Retype the records below exactly as they appear, but leave out any pictures.

== Record extracts ==

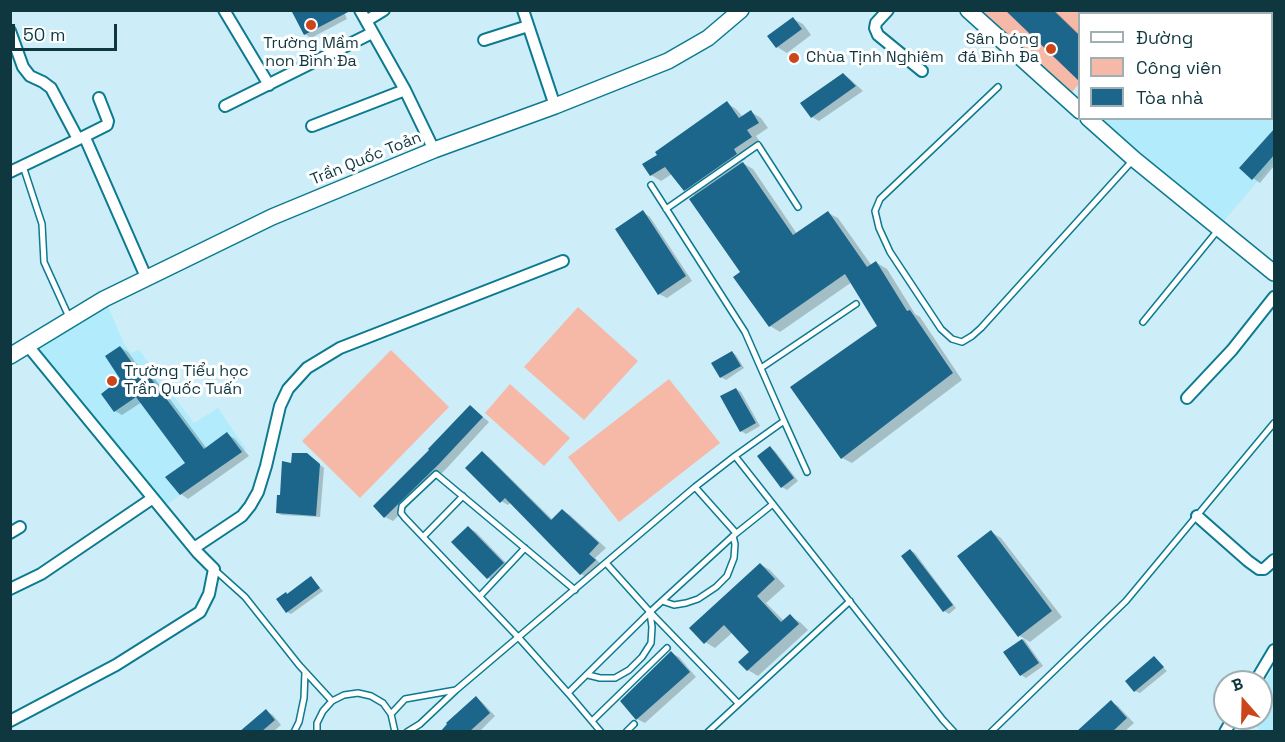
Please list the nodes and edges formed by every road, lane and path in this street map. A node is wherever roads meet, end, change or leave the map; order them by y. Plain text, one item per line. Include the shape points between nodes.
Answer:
1 (224, 10) edge
2 (360, 10) edge
3 (384, 10) edge
4 (523, 10) edge
5 (741, 10) edge
6 (888, 10) edge
7 (968, 10) edge
8 (366, 21) junction
9 (528, 26) junction
10 (10, 31) edge
11 (372, 33) junction
12 (483, 40) dead end
13 (922, 71) dead end
14 (269, 85) junction
15 (998, 87) dead end
16 (405, 90) junction
17 (99, 98) dead end
18 (225, 106) dead end
19 (555, 106) junction
20 (1078, 109) edge
21 (1090, 120) edge
22 (312, 126) dead end
23 (80, 138) junction
24 (434, 150) junction
25 (1134, 159) junction
26 (23, 166) junction
27 (10, 172) edge
28 (651, 185) dead end
29 (798, 207) dead end
30 (666, 209) junction
31 (1219, 229) junction
32 (563, 261) dead end
33 (1275, 273) edge
34 (146, 277) junction
35 (1275, 297) edge
36 (856, 304) dead end
37 (70, 320) junction
38 (1143, 322) dead end
39 (28, 346) junction
40 (10, 356) edge
41 (761, 368) junction
42 (1187, 398) dead end
43 (784, 421) junction
44 (1275, 423) edge
45 (735, 456) junction
46 (807, 472) dead end
47 (695, 488) junction
48 (463, 496) junction
49 (153, 498) junction
50 (773, 504) junction
51 (1197, 516) junction
52 (735, 535) junction
53 (423, 537) junction
54 (194, 548) junction
55 (525, 548) junction
56 (1275, 560) edge
57 (606, 563) junction
58 (214, 569) junction
59 (10, 590) edge
60 (575, 590) junction
61 (480, 596) junction
62 (849, 601) junction
63 (662, 602) junction
64 (650, 612) junction
65 (519, 638) junction
66 (667, 648) dead end
67 (1275, 650) edge
68 (1262, 670) edge
69 (305, 672) junction
70 (588, 675) junction
71 (456, 690) junction
72 (568, 693) junction
73 (332, 701) junction
74 (737, 702) junction
75 (391, 714) junction
76 (10, 721) edge
77 (592, 721) junction
78 (634, 724) dead end
79 (294, 732) edge
80 (317, 732) edge
81 (395, 732) edge
82 (407, 732) edge
83 (601, 732) edge
84 (626, 732) edge
85 (708, 732) edge
86 (954, 732) edge
87 (991, 732) edge

1 - 14 street
2 - 8 street
3 - 8 street
4 - 9 street
5 - 19 main road, Trần Quốc Toản via 708,38 668,61
6 - 13 street via 876,23 878,35
7 - 20 main road
8 - 11 street
9 - 12 street
9 - 19 street
10 - 23 street via 23,67 51,88
11 - 14 street
11 - 16 street
14 - 18 street
15 - 25 lane via 880,199 875,211 890,252 941,329 952,339 962,342 981,328
16 - 22 street
16 - 24 street
17 - 23 street via 107,125
19 - 24 main road, Trần Quốc Toản
21 - 25 main road
23 - 26 street
23 - 34 street via 86,140
24 - 34 main road, Trần Quốc Toản via 272,217
25 - 31 main road
26 - 27 street
26 - 37 lane via 42,224 44,262
28 - 30 lane
29 - 30 lane via 758,145
30 - 41 lane via 745,332
31 - 33 main road
31 - 38 lane
32 - 54 street via 339,348 308,368 288,388 280,406 266,466 250,506 242,516
34 - 37 main road, Trần Quốc Toản
35 - 42 street
36 - 41 lane
37 - 39 main road, Trần Quốc Toản
39 - 40 main road, Trần Quốc Toản
39 - 49 street
41 - 43 lane
43 - 45 lane
43 - 46 lane
44 - 51 lane
45 - 47 lane
45 - 50 lane
47 - 52 lane
47 - 57 lane
48 - 53 lane
48 - 53 lane via 436,474 402,506 401,513
48 - 55 lane
49 - 54 street
49 - 59 street via 49,569
50 - 52 lane
50 - 62 lane
51 - 56 street via 1259,569
51 - 87 lane via 1126,601
52 - 63 lane
52 - 63 lane via 734,558 727,576 716,587 686,603
53 - 61 lane
54 - 58 street
55 - 60 lane
55 - 61 lane
57 - 60 lane
57 - 64 lane
58 - 69 lane via 245,597
58 - 76 street via 200,612 116,665
60 - 65 lane
61 - 65 lane
62 - 74 lane
62 - 86 lane
63 - 64 lane
64 - 70 lane
64 - 70 lane via 651,643 636,664 615,678
64 - 74 lane
65 - 71 lane
65 - 72 lane
66 - 77 lane
67 - 68 street
69 - 73 lane
69 - 79 lane via 304,698
70 - 72 lane
71 - 75 lane via 405,699
71 - 82 lane
72 - 77 lane
73 - 75 lane via 358,693 383,703
73 - 80 lane via 323,711
74 - 85 lane
75 - 81 lane
77 - 83 lane
78 - 84 lane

===

▶ **Solution for this task**:
Please list the nodes and edges formed by every road, lane and path in this street map. A node is wherever roads meet, end, change or leave the map; order them by y. Plain text, one item per line. Include the shape points between nodes.
Answer:
1 (224, 10) edge
2 (360, 10) edge
3 (384, 10) edge
4 (523, 10) edge
5 (741, 10) edge
6 (888, 10) edge
7 (968, 10) edge
8 (366, 21) junction
9 (528, 26) junction
10 (10, 31) edge
11 (372, 33) junction
12 (483, 40) dead end
13 (922, 71) dead end
14 (269, 85) junction
15 (998, 87) dead end
16 (405, 90) junction
17 (99, 98) dead end
18 (225, 106) dead end
19 (555, 106) junction
20 (1078, 109) edge
21 (1090, 120) edge
22 (312, 126) dead end
23 (80, 138) junction
24 (434, 150) junction
25 (1134, 159) junction
26 (23, 166) junction
27 (10, 172) edge
28 (651, 185) dead end
29 (798, 207) dead end
30 (666, 209) junction
31 (1219, 229) junction
32 (563, 261) dead end
33 (1275, 273) edge
34 (146, 277) junction
35 (1275, 297) edge
36 (856, 304) dead end
37 (70, 320) junction
38 (1143, 322) dead end
39 (28, 346) junction
40 (10, 356) edge
41 (761, 368) junction
42 (1187, 398) dead end
43 (784, 421) junction
44 (1275, 423) edge
45 (735, 456) junction
46 (807, 472) dead end
47 (695, 488) junction
48 (463, 496) junction
49 (153, 498) junction
50 (773, 504) junction
51 (1197, 516) junction
52 (735, 535) junction
53 (423, 537) junction
54 (194, 548) junction
55 (525, 548) junction
56 (1275, 560) edge
57 (606, 563) junction
58 (214, 569) junction
59 (10, 590) edge
60 (575, 590) junction
61 (480, 596) junction
62 (849, 601) junction
63 (662, 602) junction
64 (650, 612) junction
65 (519, 638) junction
66 (667, 648) dead end
67 (1275, 650) edge
68 (1262, 670) edge
69 (305, 672) junction
70 (588, 675) junction
71 (456, 690) junction
72 (568, 693) junction
73 (332, 701) junction
74 (737, 702) junction
75 (391, 714) junction
76 (10, 721) edge
77 (592, 721) junction
78 (634, 724) dead end
79 (294, 732) edge
80 (317, 732) edge
81 (395, 732) edge
82 (407, 732) edge
83 (601, 732) edge
84 (626, 732) edge
85 (708, 732) edge
86 (954, 732) edge
87 (991, 732) edge

1 - 14 street
2 - 8 street
3 - 8 street
4 - 9 street
5 - 19 main road, Trần Quốc Toản via 708,38 668,61
6 - 13 street via 876,23 878,35
7 - 20 main road
8 - 11 street
9 - 12 street
9 - 19 street
10 - 23 street via 23,67 51,88
11 - 14 street
11 - 16 street
14 - 18 street
15 - 25 lane via 880,199 875,211 890,252 941,329 952,339 962,342 981,328
16 - 22 street
16 - 24 street
17 - 23 street via 107,125
19 - 24 main road, Trần Quốc Toản
21 - 25 main road
23 - 26 street
23 - 34 street via 86,140
24 - 34 main road, Trần Quốc Toản via 272,217
25 - 31 main road
26 - 27 street
26 - 37 lane via 42,224 44,262
28 - 30 lane
29 - 30 lane via 758,145
30 - 41 lane via 745,332
31 - 33 main road
31 - 38 lane
32 - 54 street via 339,348 308,368 288,388 280,406 266,466 250,506 242,516
34 - 37 main road, Trần Quốc Toản
35 - 42 street
36 - 41 lane
37 - 39 main road, Trần Quốc Toản
39 - 40 main road, Trần Quốc Toản
39 - 49 street
41 - 43 lane
43 - 45 lane
43 - 46 lane
44 - 51 lane
45 - 47 lane
45 - 50 lane
47 - 52 lane
47 - 57 lane
48 - 53 lane
48 - 53 lane via 436,474 402,506 401,513
48 - 55 lane
49 - 54 street
49 - 59 street via 49,569
50 - 52 lane
50 - 62 lane
51 - 56 street via 1259,569
51 - 87 lane via 1126,601
52 - 63 lane
52 - 63 lane via 734,558 727,576 716,587 686,603
53 - 61 lane
54 - 58 street
55 - 60 lane
55 - 61 lane
57 - 60 lane
57 - 64 lane
58 - 69 lane via 245,597
58 - 76 street via 200,612 116,665
60 - 65 lane
61 - 65 lane
62 - 74 lane
62 - 86 lane
63 - 64 lane
64 - 70 lane
64 - 70 lane via 651,643 636,664 615,678
64 - 74 lane
65 - 71 lane
65 - 72 lane
66 - 77 lane
67 - 68 street
69 - 73 lane
69 - 79 lane via 304,698
70 - 72 lane
71 - 75 lane via 405,699
71 - 82 lane
72 - 77 lane
73 - 75 lane via 358,693 383,703
73 - 80 lane via 323,711
74 - 85 lane
75 - 81 lane
77 - 83 lane
78 - 84 lane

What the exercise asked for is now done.